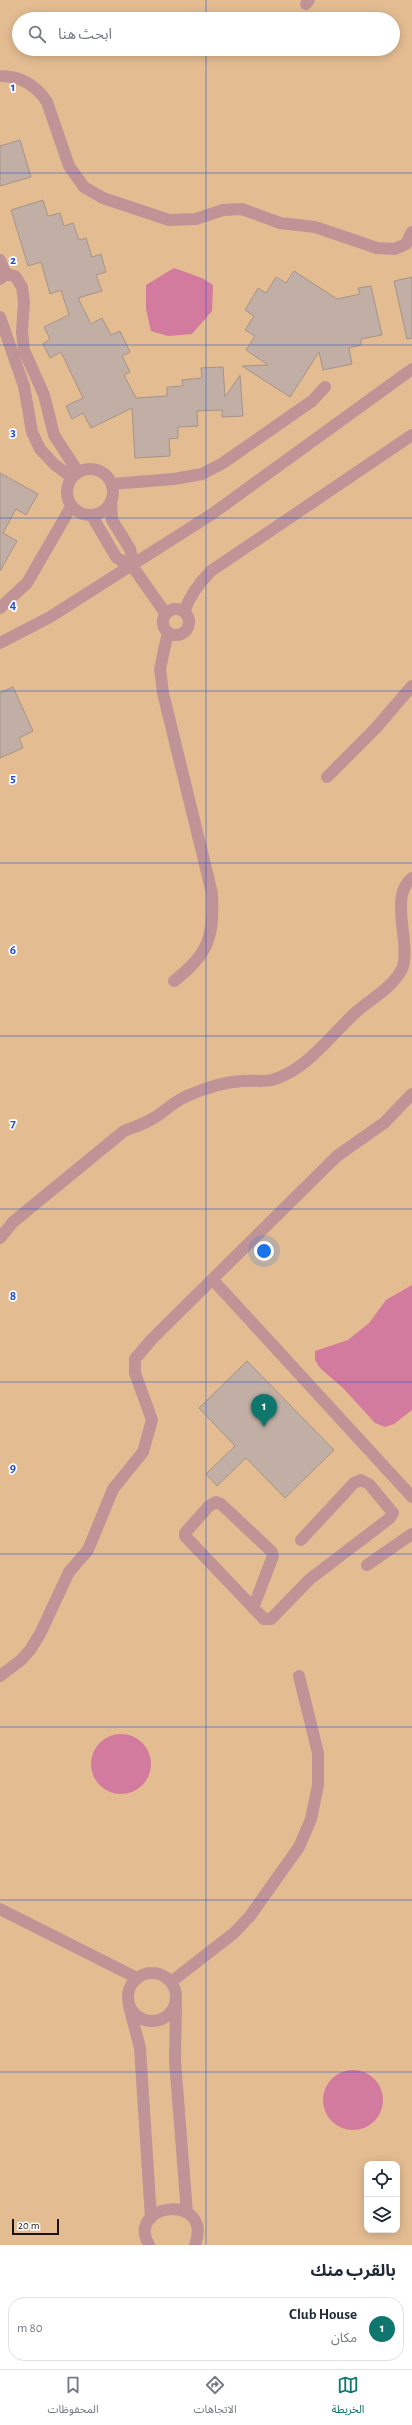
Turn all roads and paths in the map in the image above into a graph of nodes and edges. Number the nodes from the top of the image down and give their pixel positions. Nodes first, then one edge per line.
1 (0, 76) edge
2 (412, 232) edge
3 (0, 260) edge
4 (3, 276) edge
5 (0, 317) edge
6 (412, 369) edge
7 (325, 387) dead end
8 (412, 435) edge
9 (74, 474) junction
10 (112, 484) junction
11 (111, 501) junction
12 (71, 507) junction
13 (92, 516) junction
14 (133, 568) junction
15 (0, 608) edge
16 (184, 612) junction
17 (166, 614) junction
18 (168, 632) junction
19 (0, 643) edge
20 (412, 686) edge
21 (327, 777) dead end
22 (412, 878) edge
23 (174, 981) dead end
24 (412, 1094) edge
25 (0, 1238) edge
26 (214, 1280) junction
27 (412, 1496) edge
28 (412, 1534) edge
29 (301, 1540) dead end
30 (367, 1565) dead end
31 (253, 1608) junction
32 (0, 1676) edge
33 (299, 1676) dead end
34 (0, 1909) edge
35 (137, 1978) junction
36 (171, 1982) junction
37 (176, 2004) junction
38 (129, 2006) junction
39 (187, 2213) junction
40 (151, 2218) junction
41 (149, 2245) edge
42 (195, 2245) edge

1 - 2 street
3 - 4 street
4 - 9 street
5 - 9 street
6 - 14 street
7 - 10 street
8 - 16 street
9 - 10 street
9 - 12 street
10 - 11 street
11 - 13 street
11 - 14 street
12 - 13 street
12 - 15 street
13 - 14 street
14 - 17 street
14 - 19 street
16 - 17 street
16 - 18 street
17 - 18 street
18 - 23 street
20 - 21 street
22 - 25 street
24 - 26 street
26 - 27 street
26 - 32 street
28 - 30 street
29 - 31 street
31 - 31 street
33 - 36 street
34 - 35 street
35 - 36 street
35 - 38 street
36 - 37 street
37 - 38 street
37 - 39 street
38 - 40 street
39 - 40 street
39 - 42 street
40 - 41 street

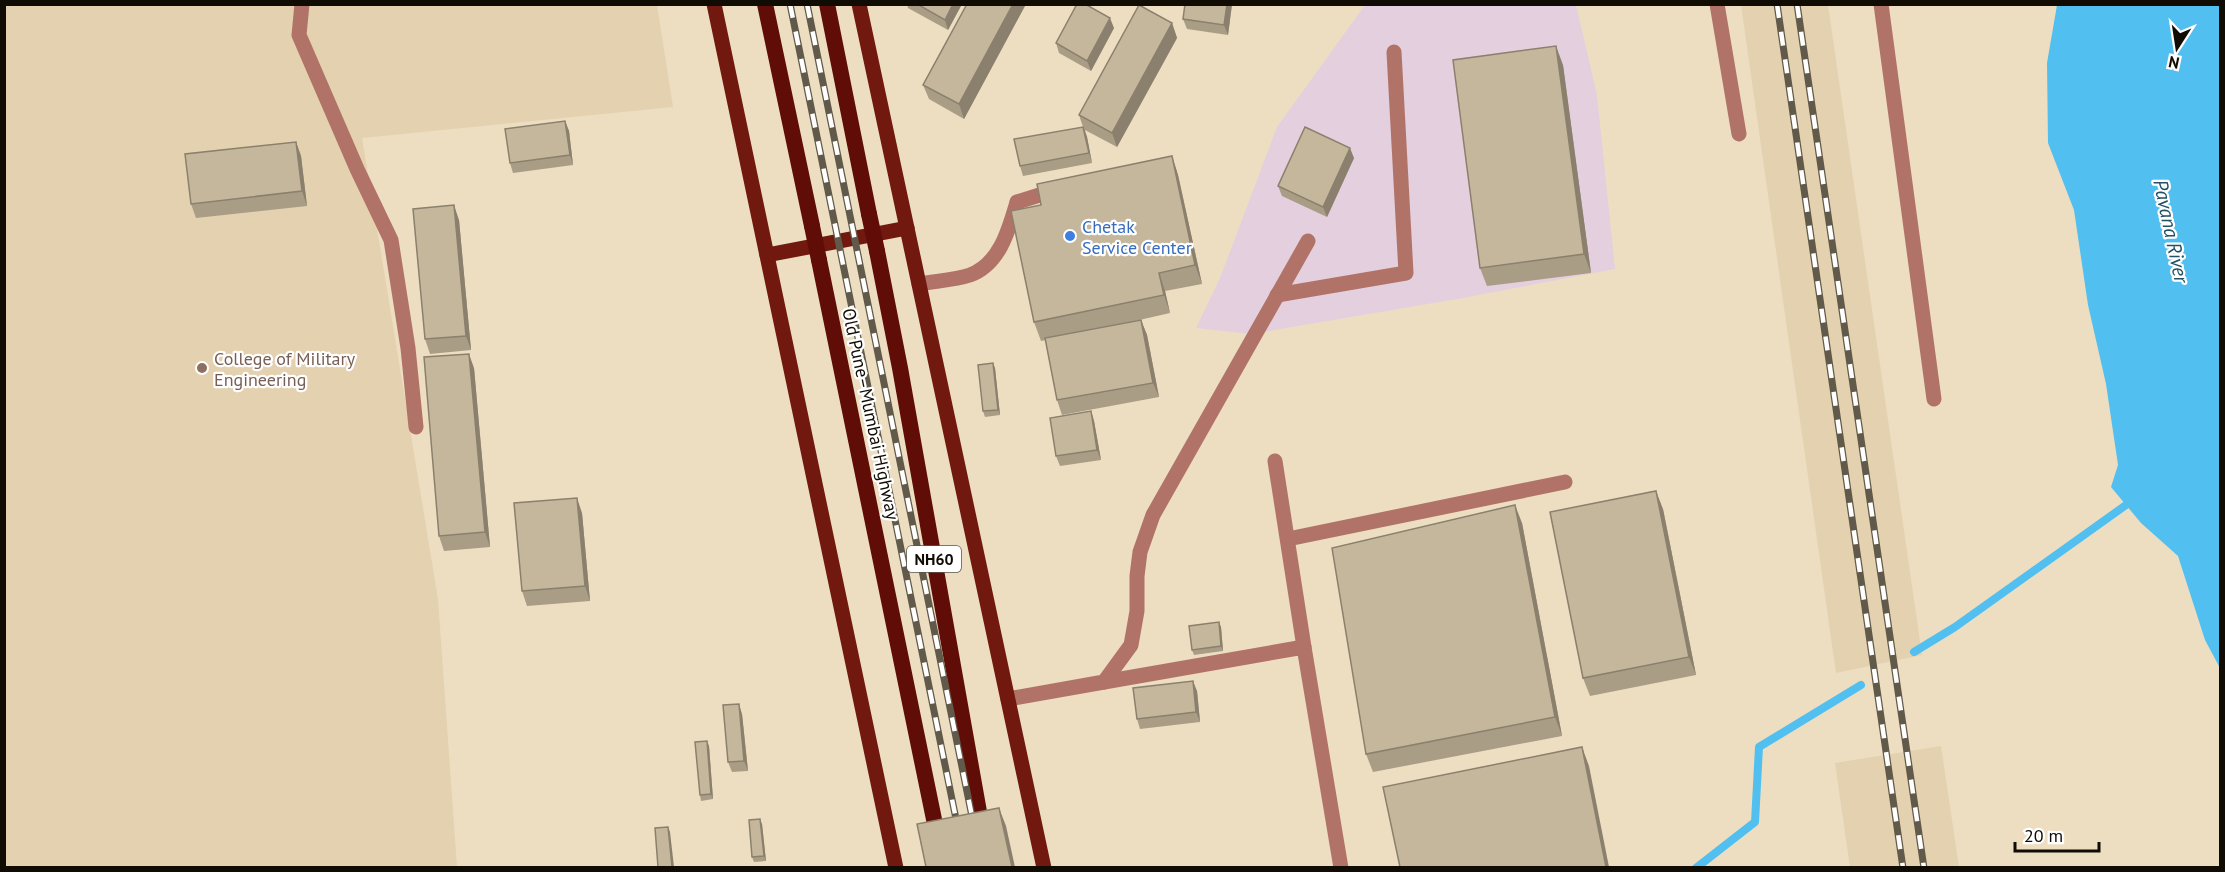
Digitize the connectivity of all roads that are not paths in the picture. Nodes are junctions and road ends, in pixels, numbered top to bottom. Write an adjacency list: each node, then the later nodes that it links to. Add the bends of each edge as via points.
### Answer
1 (302, 4): 17 (street, via 299,35 391,240)
2 (714, 4): 13 (main road)
3 (765, 4): 25 (highway, Old Pune–Mumbai Highway / NH60, bridge)
4 (827, 4): 26 (highway, Old Pune–Mumbai Highway / NH60, bridge, via 900,368)
5 (859, 4): 11 (main road)
6 (1717, 4): 9 (street)
7 (1881, 4): 16 (street)
8 (1394, 52): 15 (street, via 1407,273)
9 (1738, 134)
10 (1046, 193): 14 (street, via 1017,202 1006,237 989,263 971,275)
11 (907, 228): 13 (main road); 14 (main road)
12 (1308, 241): 15 (street)
13 (767, 255): 24 (main road)
14 (919, 284): 23 (main road)
15 (1277, 296): 22 (street, via 1153,515 1140,552 1131,645)
16 (1934, 399)
17 (416, 427)
18 (1275, 461): 20 (street)
19 (1565, 482): 20 (street)
20 (1288, 539): 21 (street)
21 (1304, 647): 22 (street); 28 (street)
22 (1104, 682): 23 (street)
23 (1008, 699): 27 (main road)
24 (896, 867)
25 (944, 867)
26 (989, 867)
27 (1044, 867)
28 (1341, 867)

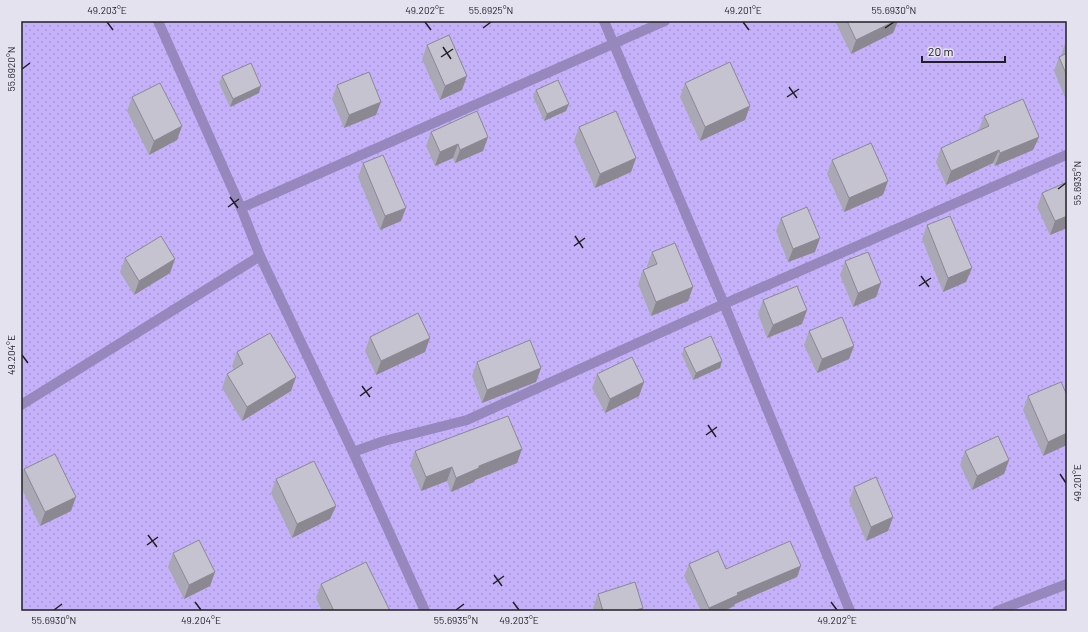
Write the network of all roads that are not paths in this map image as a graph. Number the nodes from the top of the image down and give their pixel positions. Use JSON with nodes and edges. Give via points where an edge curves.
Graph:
{"nodes":[{"id":1,"x":158,"y":21,"type":"edge"},
{"id":2,"x":604,"y":21,"type":"edge"},
{"id":3,"x":666,"y":21,"type":"edge"},
{"id":4,"x":613,"y":44,"type":"junction"},
{"id":5,"x":1066,"y":155,"type":"edge"},
{"id":6,"x":242,"y":208,"type":"junction"},
{"id":7,"x":260,"y":256,"type":"junction"},
{"id":8,"x":724,"y":304,"type":"junction"},
{"id":9,"x":21,"y":405,"type":"edge"},
{"id":10,"x":353,"y":452,"type":"junction"},
{"id":11,"x":1067,"y":584,"type":"edge"},
{"id":12,"x":425,"y":611,"type":"edge"},
{"id":13,"x":850,"y":611,"type":"edge"},
{"id":14,"x":996,"y":611,"type":"edge"}],
"edges":[{"from":1,"to":6,"type":"lane"},
{"from":2,"to":4,"type":"lane"},
{"from":3,"to":4,"type":"lane"},
{"from":4,"to":6,"type":"lane"},
{"from":4,"to":8,"type":"lane"},
{"from":5,"to":8,"type":"lane"},
{"from":6,"to":7,"type":"lane"},
{"from":7,"to":9,"type":"lane"},
{"from":7,"to":10,"type":"lane"},
{"from":8,"to":10,"type":"lane","via":[[466,420],[384,441]]},
{"from":8,"to":13,"type":"lane"},
{"from":10,"to":12,"type":"lane"},
{"from":11,"to":14,"type":"lane"}]}
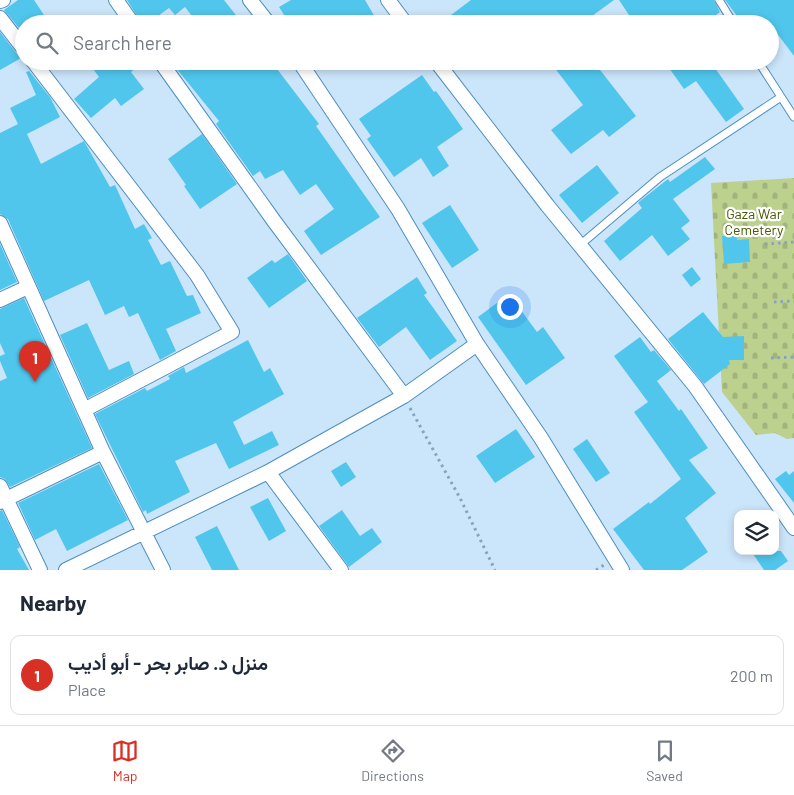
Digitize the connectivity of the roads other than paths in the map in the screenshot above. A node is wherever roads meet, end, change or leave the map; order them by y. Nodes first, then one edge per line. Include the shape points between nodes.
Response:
1 (116, 0) edge
2 (250, 0) edge
3 (388, 0) edge
4 (719, 0) edge
5 (127, 15) edge
6 (262, 15) edge
7 (399, 15) edge
8 (728, 15) edge
9 (0, 18) edge
10 (15, 37) edge
11 (40, 70) edge
12 (166, 70) edge
13 (305, 70) edge
14 (443, 70) edge
15 (764, 70) edge
16 (781, 97) junction
17 (794, 117) edge
18 (0, 223) edge
19 (580, 245) junction
20 (28, 287) junction
21 (0, 300) edge
22 (477, 344) junction
23 (404, 396) junction
24 (84, 410) junction
25 (104, 452) junction
26 (268, 472) junction
27 (2, 496) edge
28 (794, 528) edge
29 (146, 532) junction
30 (40, 570) edge
31 (66, 570) edge
32 (163, 570) edge
33 (341, 570) edge
34 (622, 570) edge

1 - 5 street
2 - 6 street
3 - 7 street
4 - 8 lane
9 - 10 street
11 - 24 street via 197,275 232,332
12 - 23 street
13 - 22 street via 398,209
14 - 19 street
15 - 16 lane
16 - 17 lane
16 - 19 lane via 660,177
18 - 20 street
19 - 28 street via 694,386
20 - 21 street
20 - 24 street
22 - 23 street
22 - 34 street
23 - 26 street
24 - 25 street
25 - 27 street
25 - 29 street
26 - 29 street
26 - 33 street
27 - 30 street
29 - 31 street
29 - 32 street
-------------------------
Would you repeat the entries exactly, keeping the images out?

Turn all roads and paths in the map in the image above into a graph of nodes and edges. Number the nodes from the top of the image down and give their pixel positions. Nodes first, then one edge per line.
1 (0, 76) edge
2 (412, 232) edge
3 (0, 260) edge
4 (3, 276) edge
5 (0, 317) edge
6 (412, 369) edge
7 (325, 387) dead end
8 (412, 435) edge
9 (74, 474) junction
10 (112, 484) junction
11 (111, 501) junction
12 (71, 507) junction
13 (92, 516) junction
14 (133, 568) junction
15 (0, 608) edge
16 (184, 612) junction
17 (166, 614) junction
18 (168, 632) junction
19 (0, 643) edge
20 (412, 686) edge
21 (327, 777) dead end
22 (412, 878) edge
23 (174, 981) dead end
24 (412, 1094) edge
25 (0, 1238) edge
26 (214, 1280) junction
27 (412, 1496) edge
28 (412, 1534) edge
29 (301, 1540) dead end
30 (367, 1565) dead end
31 (253, 1608) junction
32 (0, 1676) edge
33 (299, 1676) dead end
34 (0, 1909) edge
35 (137, 1978) junction
36 (171, 1982) junction
37 (176, 2004) junction
38 (129, 2006) junction
39 (187, 2213) junction
40 (151, 2218) junction
41 (149, 2245) edge
42 (195, 2245) edge

1 - 2 street
3 - 4 street
4 - 9 street
5 - 9 street
6 - 14 street
7 - 10 street
8 - 16 street
9 - 10 street
9 - 12 street
10 - 11 street
11 - 13 street
11 - 14 street
12 - 13 street
12 - 15 street
13 - 14 street
14 - 17 street
14 - 19 street
16 - 17 street
16 - 18 street
17 - 18 street
18 - 23 street
20 - 21 street
22 - 25 street
24 - 26 street
26 - 27 street
26 - 32 street
28 - 30 street
29 - 31 street
31 - 31 street
33 - 36 street
34 - 35 street
35 - 36 street
35 - 38 street
36 - 37 street
37 - 38 street
37 - 39 street
38 - 40 street
39 - 40 street
39 - 42 street
40 - 41 street

Digitize the connectivity of all roads that are not paths in the picture. Nodes are junctions and road ends, in pixels, numbered top to bottom. Write an adjacency list: each node, then the later nodes that it links to. Add the bends of each edge as via points.
### Answer
1 (302, 4): 17 (street, via 299,35 391,240)
2 (714, 4): 13 (main road)
3 (765, 4): 25 (highway, Old Pune–Mumbai Highway / NH60, bridge)
4 (827, 4): 26 (highway, Old Pune–Mumbai Highway / NH60, bridge, via 900,368)
5 (859, 4): 11 (main road)
6 (1717, 4): 9 (street)
7 (1881, 4): 16 (street)
8 (1394, 52): 15 (street, via 1407,273)
9 (1738, 134)
10 (1046, 193): 14 (street, via 1017,202 1006,237 989,263 971,275)
11 (907, 228): 13 (main road); 14 (main road)
12 (1308, 241): 15 (street)
13 (767, 255): 24 (main road)
14 (919, 284): 23 (main road)
15 (1277, 296): 22 (street, via 1153,515 1140,552 1131,645)
16 (1934, 399)
17 (416, 427)
18 (1275, 461): 20 (street)
19 (1565, 482): 20 (street)
20 (1288, 539): 21 (street)
21 (1304, 647): 22 (street); 28 (street)
22 (1104, 682): 23 (street)
23 (1008, 699): 27 (main road)
24 (896, 867)
25 (944, 867)
26 (989, 867)
27 (1044, 867)
28 (1341, 867)

Write the network of all roads that are not paths in this map image as a graph. Number the nodes from the top of the image down and give their pixel positions. Use JSON with nodes and edges. Give via points where an edge curves.
Graph:
{"nodes":[{"id":1,"x":158,"y":21,"type":"edge"},
{"id":2,"x":604,"y":21,"type":"edge"},
{"id":3,"x":666,"y":21,"type":"edge"},
{"id":4,"x":613,"y":44,"type":"junction"},
{"id":5,"x":1066,"y":155,"type":"edge"},
{"id":6,"x":242,"y":208,"type":"junction"},
{"id":7,"x":260,"y":256,"type":"junction"},
{"id":8,"x":724,"y":304,"type":"junction"},
{"id":9,"x":21,"y":405,"type":"edge"},
{"id":10,"x":353,"y":452,"type":"junction"},
{"id":11,"x":1067,"y":584,"type":"edge"},
{"id":12,"x":425,"y":611,"type":"edge"},
{"id":13,"x":850,"y":611,"type":"edge"},
{"id":14,"x":996,"y":611,"type":"edge"}],
"edges":[{"from":1,"to":6,"type":"lane"},
{"from":2,"to":4,"type":"lane"},
{"from":3,"to":4,"type":"lane"},
{"from":4,"to":6,"type":"lane"},
{"from":4,"to":8,"type":"lane"},
{"from":5,"to":8,"type":"lane"},
{"from":6,"to":7,"type":"lane"},
{"from":7,"to":9,"type":"lane"},
{"from":7,"to":10,"type":"lane"},
{"from":8,"to":10,"type":"lane","via":[[466,420],[384,441]]},
{"from":8,"to":13,"type":"lane"},
{"from":10,"to":12,"type":"lane"},
{"from":11,"to":14,"type":"lane"}]}
Digitize the connectivity of the roads other than paths in the map in the screenshot above. A node is wherever roads meet, end, change or leave the map; order them by y. Nodes first, then one edge per line. Include the shape points between nodes.
Response:
1 (116, 0) edge
2 (250, 0) edge
3 (388, 0) edge
4 (719, 0) edge
5 (127, 15) edge
6 (262, 15) edge
7 (399, 15) edge
8 (728, 15) edge
9 (0, 18) edge
10 (15, 37) edge
11 (40, 70) edge
12 (166, 70) edge
13 (305, 70) edge
14 (443, 70) edge
15 (764, 70) edge
16 (781, 97) junction
17 (794, 117) edge
18 (0, 223) edge
19 (580, 245) junction
20 (28, 287) junction
21 (0, 300) edge
22 (477, 344) junction
23 (404, 396) junction
24 (84, 410) junction
25 (104, 452) junction
26 (268, 472) junction
27 (2, 496) edge
28 (794, 528) edge
29 (146, 532) junction
30 (40, 570) edge
31 (66, 570) edge
32 (163, 570) edge
33 (341, 570) edge
34 (622, 570) edge

1 - 5 street
2 - 6 street
3 - 7 street
4 - 8 lane
9 - 10 street
11 - 24 street via 197,275 232,332
12 - 23 street
13 - 22 street via 398,209
14 - 19 street
15 - 16 lane
16 - 17 lane
16 - 19 lane via 660,177
18 - 20 street
19 - 28 street via 694,386
20 - 21 street
20 - 24 street
22 - 23 street
22 - 34 street
23 - 26 street
24 - 25 street
25 - 27 street
25 - 29 street
26 - 29 street
26 - 33 street
27 - 30 street
29 - 31 street
29 - 32 street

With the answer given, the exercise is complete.